I was IN IT. Barbie was all I wanted. Every aisle seemed dull in comparison when I’d hit up that super, amazing toy store that’s no longer with us. I’d peruse it like an addict looking for a fix, mentally taking note of every single thing I wanted to put on a birthday or wish list. Staring at the endless possibilities of jobs, outfits, hair colors, accessories. She was magical. She had her flaws, yes. Some of which have been fixed over the years. To be honest, the doll DID actually look like me, so I admittedly saw no design flaw at that time. I saw a girl who was ready to head to the moon, and in a glimpse of an eye (or the attention span of a 7-year-old), a concert with the Rockers. Name a better all-girl band, I’ll wait. 

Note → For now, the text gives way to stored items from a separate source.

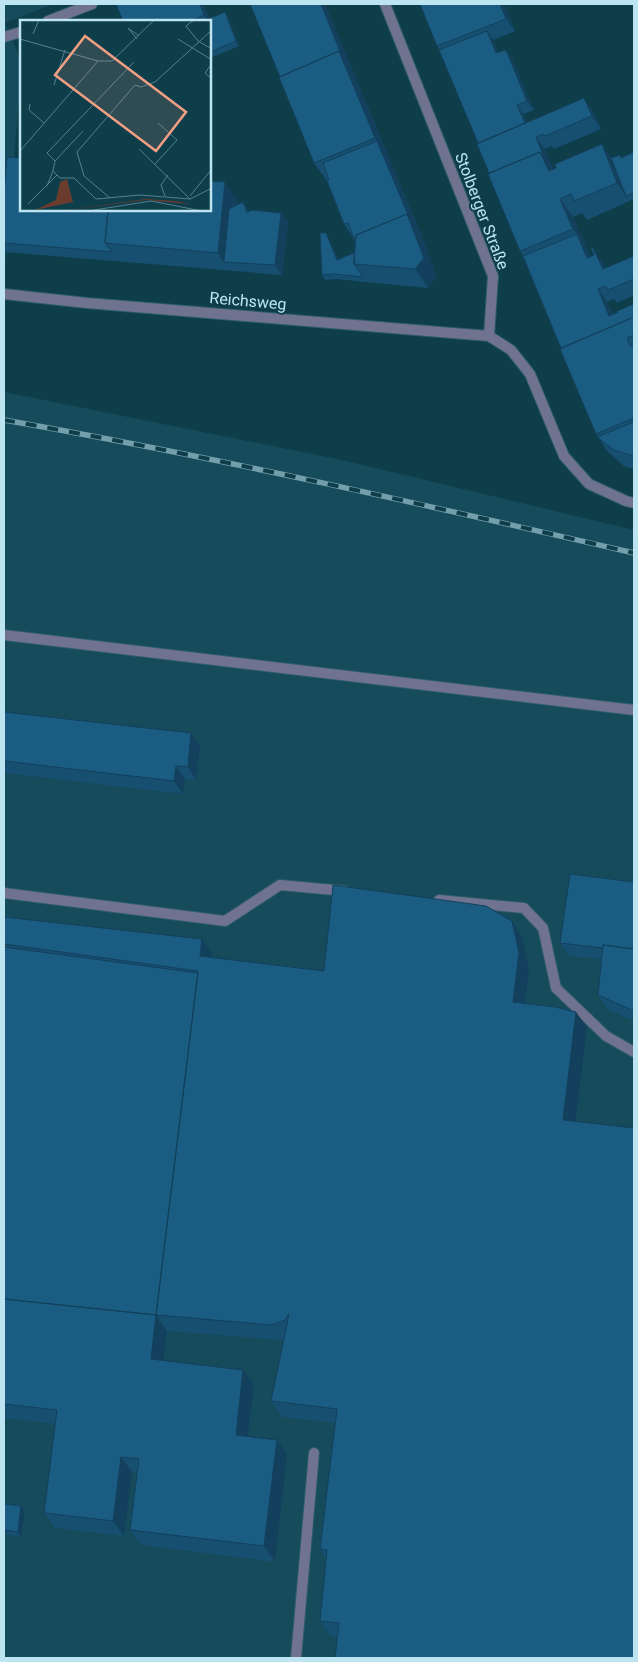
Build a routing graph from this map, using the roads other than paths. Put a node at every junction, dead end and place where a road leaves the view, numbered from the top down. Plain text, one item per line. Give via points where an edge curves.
1 (92, 4) edge
2 (385, 4) edge
3 (51, 20) edge
4 (20, 32) edge
5 (4, 38) edge
6 (4, 294) edge
7 (489, 336) junction
8 (630, 502) edge
9 (4, 635) edge
10 (634, 710) edge
11 (358, 892) edge
12 (4, 893) edge
13 (426, 899) edge
14 (634, 1052) edge
15 (314, 1453) dead end
16 (296, 1658) edge

1 - 3 street
2 - 7 street, Stolberger Straße via 493,276
4 - 5 street
6 - 7 street, Reichsweg
7 - 8 street via 511,350 530,374 564,456 589,484
9 - 10 street
11 - 12 street via 280,885 226,921
13 - 14 street via 524,908 543,928 556,988 606,1036
15 - 16 street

Barbie allowed me to be creative, to fully embrace any idea I had for her and her crew. She was my outlet and my safe space. In a world that could seem confusing or scary, or simply overwhelming, my Barbie world wasn’t. 

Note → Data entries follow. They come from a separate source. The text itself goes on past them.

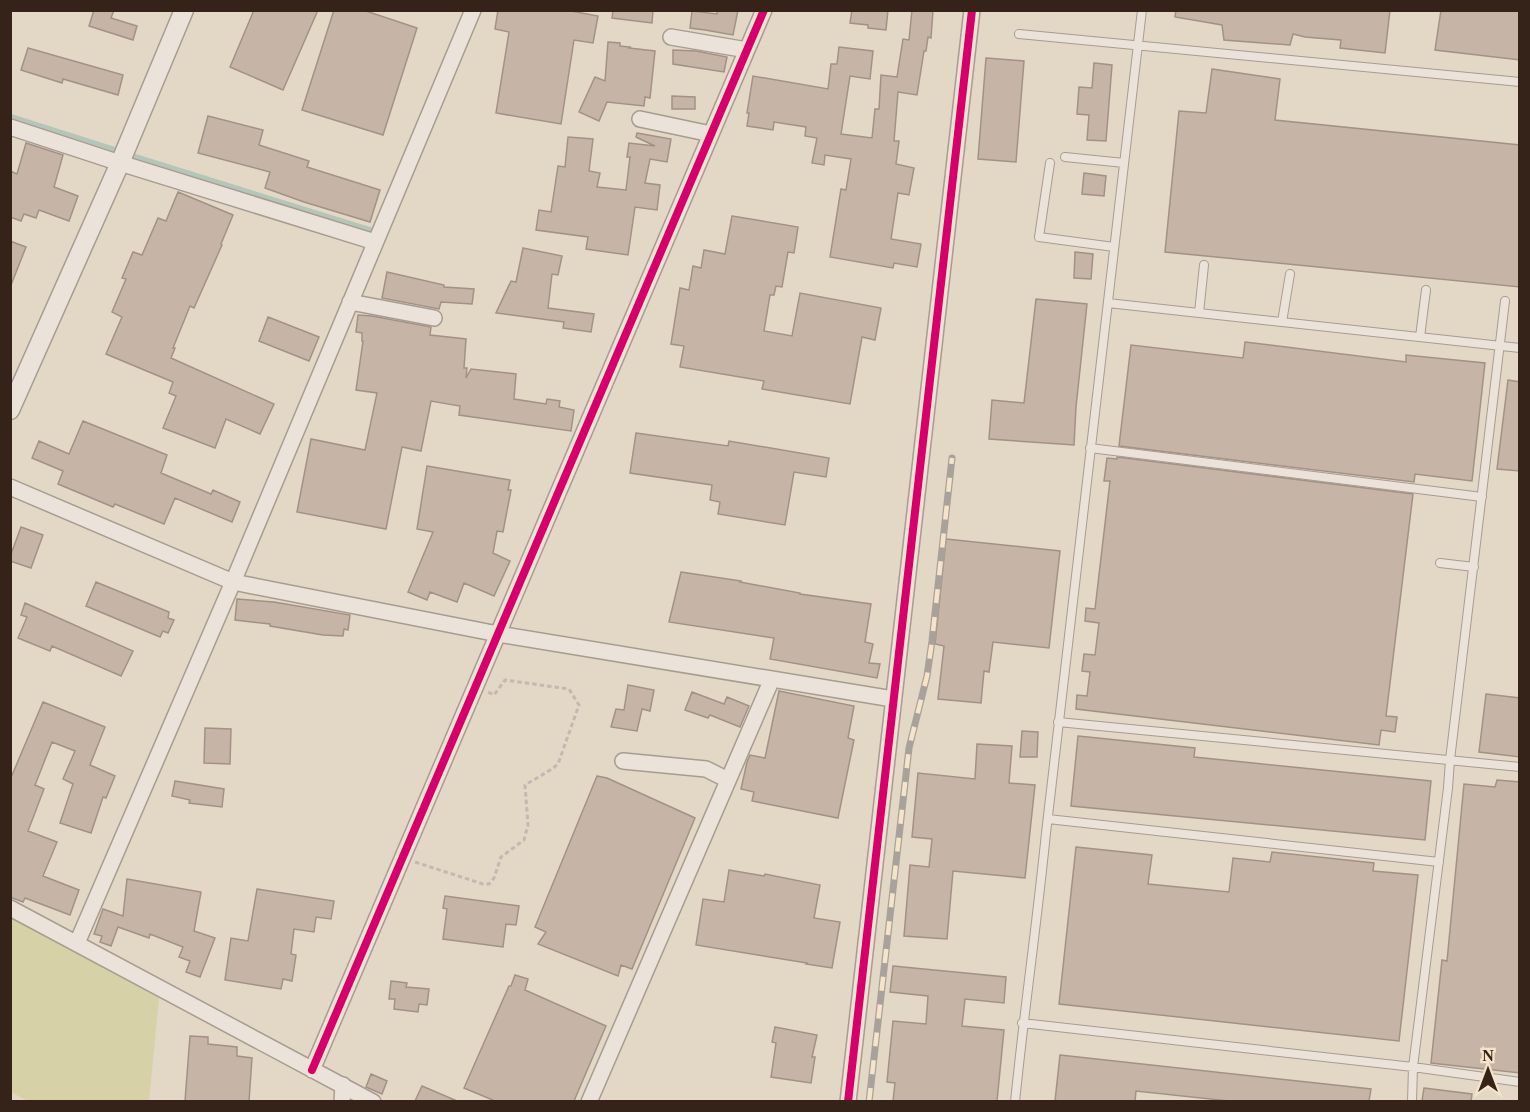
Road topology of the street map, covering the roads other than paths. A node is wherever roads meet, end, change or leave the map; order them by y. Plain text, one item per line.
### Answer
1 (184, 10) edge
2 (473, 10) edge
3 (764, 10) edge
4 (972, 10) edge
5 (1142, 10) edge
6 (1019, 34) dead end
7 (671, 37) dead end
8 (1138, 45) junction
9 (747, 50) junction
10 (1520, 82) edge
11 (640, 119) dead end
12 (10, 128) edge
13 (711, 134) junction
14 (1065, 157) dead end
15 (120, 163) junction
16 (1050, 163) dead end
17 (1124, 163) junction
18 (375, 242) junction
19 (1114, 247) junction
20 (1204, 265) dead end
21 (1290, 274) dead end
22 (1426, 290) dead end
23 (1505, 301) dead end
24 (350, 302) junction
25 (1108, 303) junction
26 (1199, 313) junction
27 (434, 318) dead end
28 (1282, 322) junction
29 (1420, 337) junction
30 (1500, 345) junction
31 (1520, 348) edge
32 (10, 410) edge
33 (1090, 448) junction
34 (10, 487) edge
35 (1482, 497) junction
36 (1440, 563) dead end
37 (1474, 567) junction
38 (233, 582) junction
39 (498, 634) junction
40 (772, 679) junction
41 (894, 699) junction
42 (1058, 722) junction
43 (1450, 760) junction
44 (623, 761) dead end
45 (1520, 767) edge
46 (728, 780) junction
47 (1048, 819) junction
48 (1439, 862) junction
49 (10, 908) edge
50 (77, 943) junction
51 (1023, 1023) junction
52 (1413, 1067) junction
53 (312, 1070) junction
54 (1520, 1082) edge
55 (343, 1085) junction
56 (342, 1101) edge
57 (373, 1101) edge
58 (588, 1101) edge
59 (848, 1101) edge
60 (1014, 1101) edge
61 (1412, 1101) edge

1 - 15 street
2 - 18 street
3 - 9 street
4 - 41 street
5 - 8 lane
6 - 8 lane
7 - 9 street
8 - 10 lane
8 - 17 lane
9 - 13 street
11 - 13 street
12 - 15 street
13 - 39 street
14 - 17 lane
15 - 18 street
15 - 32 street
16 - 19 lane
17 - 19 lane
18 - 24 street
19 - 25 lane
20 - 26 lane
21 - 28 lane
22 - 29 lane
23 - 30 lane
24 - 27 street
24 - 38 street
25 - 26 lane
25 - 33 lane
26 - 28 lane
28 - 29 lane
29 - 30 lane
30 - 31 lane
30 - 35 lane
33 - 35 lane
33 - 42 lane
34 - 38 street
35 - 37 lane
36 - 37 lane
37 - 43 lane
38 - 39 street
38 - 50 street
39 - 40 street
39 - 53 street
40 - 41 street
40 - 46 street
41 - 59 street
42 - 43 lane
42 - 47 lane
43 - 45 lane
43 - 48 lane
44 - 46 street
46 - 58 street
47 - 48 lane
47 - 51 lane
48 - 52 lane
49 - 50 street
50 - 53 street
51 - 52 lane
51 - 60 lane
52 - 54 lane
52 - 61 lane
53 - 55 street
55 - 56 street
55 - 57 street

The 1986 Barbie Dream House was simply perfect. Photo courtesy of Mattel, Inc.

The Barbie Dreamhouse I received from Santa one year? That has always been my favorite Christmas gift… ever. Actually, it’s been my favorite gift, period. Sometimes I search thrift stores for it. I’d love to find the same house and play with it. (Is that weird?) When my first daughter was born a few months prior to Christmas, I bought her a Barbie. I wanted to be the first person to give her one. No matter how long it would be ’til she was able to play with it. 

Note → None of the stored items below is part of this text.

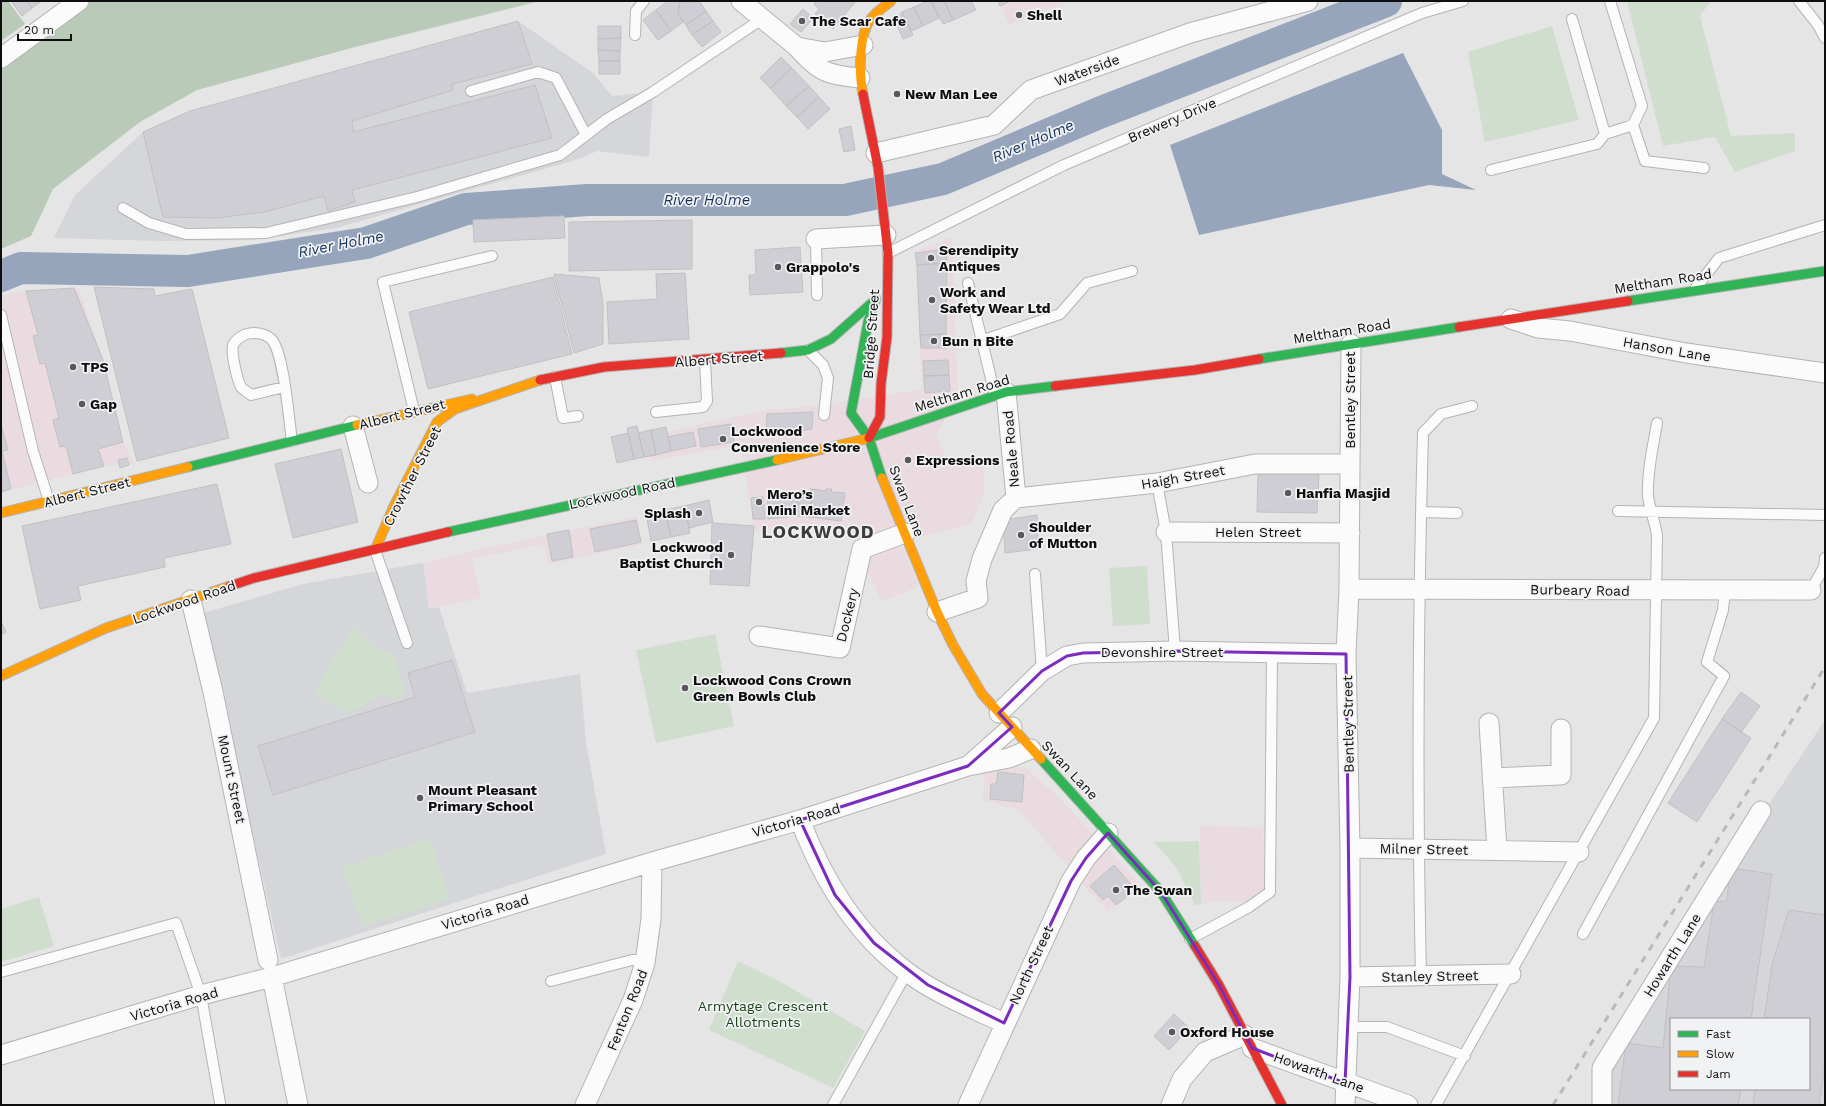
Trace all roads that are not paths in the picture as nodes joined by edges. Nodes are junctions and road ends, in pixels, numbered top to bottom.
1 (79, 1) edge
2 (644, 1) edge
3 (741, 1) edge
4 (891, 1) edge
5 (1308, 1) edge
6 (1463, 1) edge
7 (1610, 1) edge
8 (1799, 1) edge
9 (762, 18) junction
10 (1572, 19) dead end
11 (636, 35) dead end
12 (1825, 38) edge
13 (863, 45) junction
14 (797, 47) junction
15 (1, 58) edge
16 (860, 78) junction
17 (471, 90) dead end
18 (1633, 125) junction
19 (1605, 134) junction
20 (586, 135) junction
21 (877, 160) junction
22 (1704, 168) dead end
23 (1491, 170) dead end
24 (123, 208) dead end
25 (1825, 225) edge
26 (887, 238) junction
27 (816, 239) joint
28 (492, 256) dead end
29 (1132, 271) dead end
30 (1825, 271) edge
31 (888, 280) junction
32 (968, 283) dead end
33 (1694, 291) junction
34 (817, 295) dead end
35 (875, 300) junction
36 (1, 315) edge
37 (1511, 318) junction
38 (982, 341) junction
39 (1351, 344) junction
40 (836, 348) dead end
41 (811, 354) junction
42 (705, 360) junction
43 (1825, 373) edge
44 (555, 377) junction
45 (284, 388) junction
46 (1000, 394) junction
47 (479, 400) junction
48 (1472, 406) dead end
49 (414, 411) junction
50 (656, 412) dead end
51 (824, 415) dead end
52 (578, 416) dead end
53 (1657, 423) dead end
54 (353, 426) junction
55 (869, 438) junction
56 (292, 441) junction
57 (1350, 464) junction
58 (368, 483) dead end
59 (1157, 483) junction
60 (1016, 498) junction
61 (49, 501) junction
62 (1618, 511) dead end
63 (1421, 512) junction
64 (1, 513) edge
65 (1457, 513) dead end
66 (1652, 513) junction
67 (1825, 515) edge
68 (1166, 532) junction
69 (1350, 532) junction
70 (905, 533) junction
71 (375, 550) junction
72 (1825, 558) edge
73 (1035, 574) dead end
74 (1349, 589) junction
75 (1420, 589) junction
76 (1725, 590) junction
77 (1811, 590) joint
78 (1656, 591) junction
79 (191, 600) junction
80 (938, 612) junction
81 (759, 636) dead end
82 (407, 643) dead end
83 (1175, 651) junction
84 (1272, 653) junction
85 (1346, 654) junction
86 (1042, 672) junction
87 (1, 676) edge
88 (999, 713) junction
89 (1489, 723) dead end
90 (1012, 727) junction
91 (1561, 729) dead end
92 (1031, 749) junction
93 (968, 766) junction
94 (1492, 778) junction
95 (1761, 812) dead end
96 (800, 820) junction
97 (1108, 832) junction
98 (1350, 848) junction
99 (1418, 849) junction
100 (1498, 850) junction
101 (1579, 852) junction
102 (652, 862) junction
103 (1582, 934) dead end
104 (1190, 938) junction
105 (646, 960) junction
106 (270, 968) junction
107 (1, 972) edge
108 (907, 972) junction
109 (1511, 974) junction
110 (1421, 976) junction
111 (1350, 977) junction
112 (551, 981) dead end
113 (201, 995) junction
114 (1004, 1023) junction
115 (1347, 1027) junction
116 (1248, 1041) junction
117 (1, 1055) edge
118 (1465, 1056) junction
119 (1345, 1083) junction
120 (220, 1103) dead end
121 (298, 1105) edge
122 (585, 1105) edge
123 (833, 1105) edge
124 (968, 1105) edge
125 (1171, 1105) edge
126 (1282, 1105) edge
127 (1345, 1105) edge
128 (1408, 1105) edge
129 (1436, 1105) edge
130 (1602, 1105) edge

1 - 15 street
2 - 11 lane
3 - 9 street
4 - 13 main road
5 - 21 street, Waterside
6 - 26 lane, Brewery Drive
7 - 18 lane
8 - 12 lane
9 - 14 street
9 - 20 lane
10 - 19 lane
13 - 14 street
13 - 16 main road
14 - 16 street
16 - 21 main road
17 - 20 lane
18 - 19 lane
18 - 22 lane
19 - 23 lane
20 - 24 lane
21 - 26 main road
25 - 33 lane
26 - 27 street
26 - 31 main road
27 - 34 lane
28 - 49 lane
29 - 38 lane
30 - 33 main road, Meltham Road
31 - 35 main road, Bridge Street
31 - 55 main road, Bridge Street
32 - 38 lane
33 - 37 main road, Meltham Road
35 - 41 main road, Albert Street
35 - 55 main road, Bridge Street
36 - 61 lane
37 - 39 main road, Meltham Road
37 - 43 street, Hanson Lane
38 - 46 lane
39 - 46 main road, Meltham Road
39 - 57 street, Bentley Street
40 - 41 lane, Albert Street
41 - 42 main road, Albert Street
41 - 51 lane
42 - 44 main road, Albert Street
42 - 50 lane
44 - 47 main road, Albert Street
44 - 52 lane
45 - 45 lane
45 - 56 lane
46 - 55 main road, Meltham Road
46 - 60 street, Neale Road
47 - 49 main road, Albert Street
47 - 71 main road, Crowther Street
48 - 63 lane
49 - 54 main road, Albert Street
53 - 66 lane
54 - 56 main road, Albert Street
54 - 58 street
55 - 70 main road, Swan Lane
55 - 71 main road, Lockwood Road
56 - 61 main road, Albert Street
57 - 59 street, Haigh Street
57 - 69 street, Bentley Street
59 - 60 street, Haigh Street
59 - 68 lane
60 - 80 street, Neale Road
61 - 64 main road, Albert Street
62 - 66 lane
63 - 65 lane
63 - 75 lane
66 - 67 lane
66 - 78 lane
68 - 69 street, Helen Street
68 - 83 lane
69 - 74 street, Bentley Street
70 - 80 main road, Swan Lane
70 - 81 street, Dockery
71 - 79 main road, Lockwood Road
71 - 82 lane
72 - 77 lane
73 - 86 lane
74 - 75 street, Burbeary Road
74 - 85 street, Bentley Street
75 - 78 street, Burbeary Road
75 - 99 lane
76 - 77 street, Burbeary Road
76 - 78 street, Burbeary Road
76 - 103 lane
78 - 101 lane
79 - 87 main road, Lockwood Road
79 - 106 street, Mount Street
80 - 88 main road, Swan Lane
83 - 84 street, Devonshire Street
83 - 86 street, Devonshire Street
84 - 85 street, Devonshire Street
84 - 104 lane
85 - 98 street, Bentley Street
86 - 88 street, Devonshire Street
88 - 90 main road, Swan Lane
89 - 94 street
90 - 92 main road, Swan Lane
90 - 93 street, Victoria Road
91 - 94 street
92 - 93 street, Victoria Road
92 - 97 main road, Swan Lane
93 - 96 street, Victoria Road
94 - 100 street
95 - 130 street, Howarth Lane
96 - 102 street, Victoria Road
96 - 108 street
97 - 104 main road, Swan Lane
97 - 114 street, North Street
98 - 99 street, Milner Street
98 - 111 street, Bentley Street
99 - 100 street, Milner Street
99 - 110 lane
100 - 101 street, Milner Street
101 - 109 lane
102 - 105 street, Fenton Road
102 - 106 street, Victoria Road
104 - 116 main road, Swan Lane
105 - 112 lane
105 - 122 street, Fenton Road
106 - 113 street, Victoria Road
106 - 121 street, Mount Street
107 - 113 lane
108 - 114 street
108 - 123 lane
109 - 110 street, Stanley Street
109 - 118 lane
110 - 111 street, Stanley Street
111 - 115 street, Bentley Street
113 - 117 street, Victoria Road
113 - 120 lane
114 - 124 street, North Street
115 - 118 lane
115 - 119 street, Bentley Street
116 - 119 street, Howarth Lane
116 - 125 street
116 - 126 main road, Swan Lane
118 - 129 lane
119 - 127 street, Bentley Street
119 - 128 street, Howarth Lane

That’s the thing about Barbie for me. Eventually, I had to put her away. Some things went to donation or trash, and others… a simple few items, have lived on. My girls have played with them, and I’ve even kept some special items from them. Including vintage cases, outfits, and even an exclusive doll that I adore too much to let them touch.

Fun fact: My vintage Barbie cases aren’t worth sh*t, but you still cannot touch them.

Then, a movie comes out. A movie my 8-year-old self and now almost 40-year-old self was hoping for. I knew I’d go, and my girls were into it. They even asked to put on some “Barbiecore” and head over. I haven’t been to a movie in nearly four years — a pandemic hit and then so did my head, giving me a traumatic brain injury. This was a lot to go through for me physically, but I couldn’t miss this moment. I had to miss a lot the past few years, and I just needed this, with my daughters.

When Barbie and her world opens, it’s aesthetically the best part of the movie. I wish I could’ve hit pause to take it all in. Every detail. The outfits, the cheesy energy, the songs and script, and the ability to make it feel like you just got dropped into your childhood imagination. Greta Gerwig knew what we wanted, and she delivered. This wasn’t a movie to make you feel a thousand emotions, or change your life or the world, it was to make you smile. To see how your childhood world can be a part of your current one, as well as remind you what you dreamed of.

How could one doll make such an impact? I’m not sure, for me it was simple. My dreams weren’t too big, and she never judged. Barbie is meant to make you smile and keep dreaming, and that’s exactly how I left.